Treffer: Auto-Masked Audio Spectrogram Transformer for depression detection from speech.
Weitere Informationen
Background: Depression is a psychological disorder characterized by altered self-referential cognition and impaired emotional expression. Traditional diagnostic methods can be costly or intrusive, while Speech-based analysis offers an accessible alternative for early detection.
Method: This study introduces the Auto-Masked Audio Spectrogram Transformer (AMAST), a deep learning framework that extracts depression-related features from speech spectrograms. AMAST incorporates sliding window segmentation, auto-masked training to enhance contextual learning, and a time-frequency attention mechanism to capture both time and frequency information.
Result: AMAST achieved F1 scores of 0.92 on the Distress Analysis Interview Corpus-Wizard of Oz dataset and 0.91 on the Multi-modal Open Dataset for Mental disorder Analysis dataset, outperforming baseline models. Emotionally evocative tasks such as word reading and interviews significantly improved classification performance. The model demonstrated robustness in detecting subtle depressive speech markers across various speaking conditions.
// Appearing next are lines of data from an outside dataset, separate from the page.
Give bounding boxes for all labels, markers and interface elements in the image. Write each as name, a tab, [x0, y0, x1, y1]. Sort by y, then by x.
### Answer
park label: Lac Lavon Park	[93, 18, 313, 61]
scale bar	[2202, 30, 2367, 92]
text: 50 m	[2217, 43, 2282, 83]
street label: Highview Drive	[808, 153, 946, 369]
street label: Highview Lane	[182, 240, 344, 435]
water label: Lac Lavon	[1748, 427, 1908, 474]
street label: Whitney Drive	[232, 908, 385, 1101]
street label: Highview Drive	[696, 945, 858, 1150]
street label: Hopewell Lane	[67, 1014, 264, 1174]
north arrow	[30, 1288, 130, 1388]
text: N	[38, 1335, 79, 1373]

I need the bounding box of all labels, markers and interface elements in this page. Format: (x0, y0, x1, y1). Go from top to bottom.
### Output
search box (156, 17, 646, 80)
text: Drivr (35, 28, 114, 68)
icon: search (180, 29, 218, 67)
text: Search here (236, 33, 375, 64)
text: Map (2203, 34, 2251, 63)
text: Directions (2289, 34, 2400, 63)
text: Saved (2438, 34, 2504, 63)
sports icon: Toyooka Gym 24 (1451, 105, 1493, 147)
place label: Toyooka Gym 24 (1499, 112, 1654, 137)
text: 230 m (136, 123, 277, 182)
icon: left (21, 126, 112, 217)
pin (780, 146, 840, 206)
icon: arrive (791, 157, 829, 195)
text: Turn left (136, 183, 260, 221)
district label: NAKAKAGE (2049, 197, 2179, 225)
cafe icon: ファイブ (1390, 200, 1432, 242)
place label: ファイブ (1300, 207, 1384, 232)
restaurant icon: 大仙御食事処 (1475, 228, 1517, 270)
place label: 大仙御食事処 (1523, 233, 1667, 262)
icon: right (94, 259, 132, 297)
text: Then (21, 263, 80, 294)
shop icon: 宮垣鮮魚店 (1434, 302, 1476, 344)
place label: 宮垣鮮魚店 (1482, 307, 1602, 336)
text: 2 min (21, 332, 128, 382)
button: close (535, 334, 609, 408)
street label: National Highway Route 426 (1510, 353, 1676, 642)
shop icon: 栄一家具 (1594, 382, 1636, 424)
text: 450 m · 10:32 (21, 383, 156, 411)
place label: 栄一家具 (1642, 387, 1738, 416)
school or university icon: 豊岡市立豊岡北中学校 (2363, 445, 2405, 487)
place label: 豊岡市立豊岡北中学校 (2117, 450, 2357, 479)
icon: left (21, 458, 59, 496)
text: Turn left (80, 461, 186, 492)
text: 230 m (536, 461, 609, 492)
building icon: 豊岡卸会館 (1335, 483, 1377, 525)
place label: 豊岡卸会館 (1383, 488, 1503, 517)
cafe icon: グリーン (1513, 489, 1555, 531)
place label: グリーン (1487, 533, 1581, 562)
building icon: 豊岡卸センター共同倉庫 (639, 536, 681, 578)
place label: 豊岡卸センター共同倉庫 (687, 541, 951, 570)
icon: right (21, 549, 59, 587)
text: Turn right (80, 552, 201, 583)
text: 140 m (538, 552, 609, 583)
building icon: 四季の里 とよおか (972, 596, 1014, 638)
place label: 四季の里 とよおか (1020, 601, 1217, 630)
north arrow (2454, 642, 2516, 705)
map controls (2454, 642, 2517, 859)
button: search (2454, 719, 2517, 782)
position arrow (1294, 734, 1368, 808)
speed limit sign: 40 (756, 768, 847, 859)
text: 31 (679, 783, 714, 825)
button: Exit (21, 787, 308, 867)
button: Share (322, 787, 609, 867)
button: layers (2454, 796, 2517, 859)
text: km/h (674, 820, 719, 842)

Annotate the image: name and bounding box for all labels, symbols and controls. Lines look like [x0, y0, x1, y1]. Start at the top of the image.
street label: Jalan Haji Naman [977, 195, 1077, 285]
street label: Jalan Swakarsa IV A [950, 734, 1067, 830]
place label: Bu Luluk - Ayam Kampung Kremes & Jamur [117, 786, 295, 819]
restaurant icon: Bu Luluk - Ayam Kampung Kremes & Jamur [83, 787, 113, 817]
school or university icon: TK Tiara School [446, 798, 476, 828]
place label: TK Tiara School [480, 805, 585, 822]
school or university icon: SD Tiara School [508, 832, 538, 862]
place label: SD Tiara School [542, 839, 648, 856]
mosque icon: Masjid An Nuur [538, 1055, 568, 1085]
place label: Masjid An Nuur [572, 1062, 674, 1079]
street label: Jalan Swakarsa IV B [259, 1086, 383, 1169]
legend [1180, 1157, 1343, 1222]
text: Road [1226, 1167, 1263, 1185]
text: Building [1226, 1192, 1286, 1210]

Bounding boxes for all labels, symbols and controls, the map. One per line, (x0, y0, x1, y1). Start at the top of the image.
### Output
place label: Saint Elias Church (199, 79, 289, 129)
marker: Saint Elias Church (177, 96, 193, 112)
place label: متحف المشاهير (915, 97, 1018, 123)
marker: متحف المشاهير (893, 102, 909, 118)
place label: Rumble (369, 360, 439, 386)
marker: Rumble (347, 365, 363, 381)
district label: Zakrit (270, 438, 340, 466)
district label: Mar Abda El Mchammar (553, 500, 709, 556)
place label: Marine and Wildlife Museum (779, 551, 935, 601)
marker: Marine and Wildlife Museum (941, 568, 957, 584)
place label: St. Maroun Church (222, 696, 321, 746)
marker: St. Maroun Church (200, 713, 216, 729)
Conclusion: AMAST provides a promising tool for non-invasive depression screening. Its effectiveness across diverse tasks and datasets supports its potential use in clinical and remote mental health assessments. Our code is available at https://github.com/zmc314/AMAST.
(Copyright © 2025 Elsevier B.V. All rights reserved.)
Declaration of competing interest The authors declare the following financial interests/personal relationships which may be considered as potential competing interests: Chunxue Wang reports financial support was provided by Beijing Tiantan Hospital Affiliated to Capital Medical University. If there are other authors, they declare that they have no known competing financial interests or personal relationships that could have appeared to influence the work reported in this paper.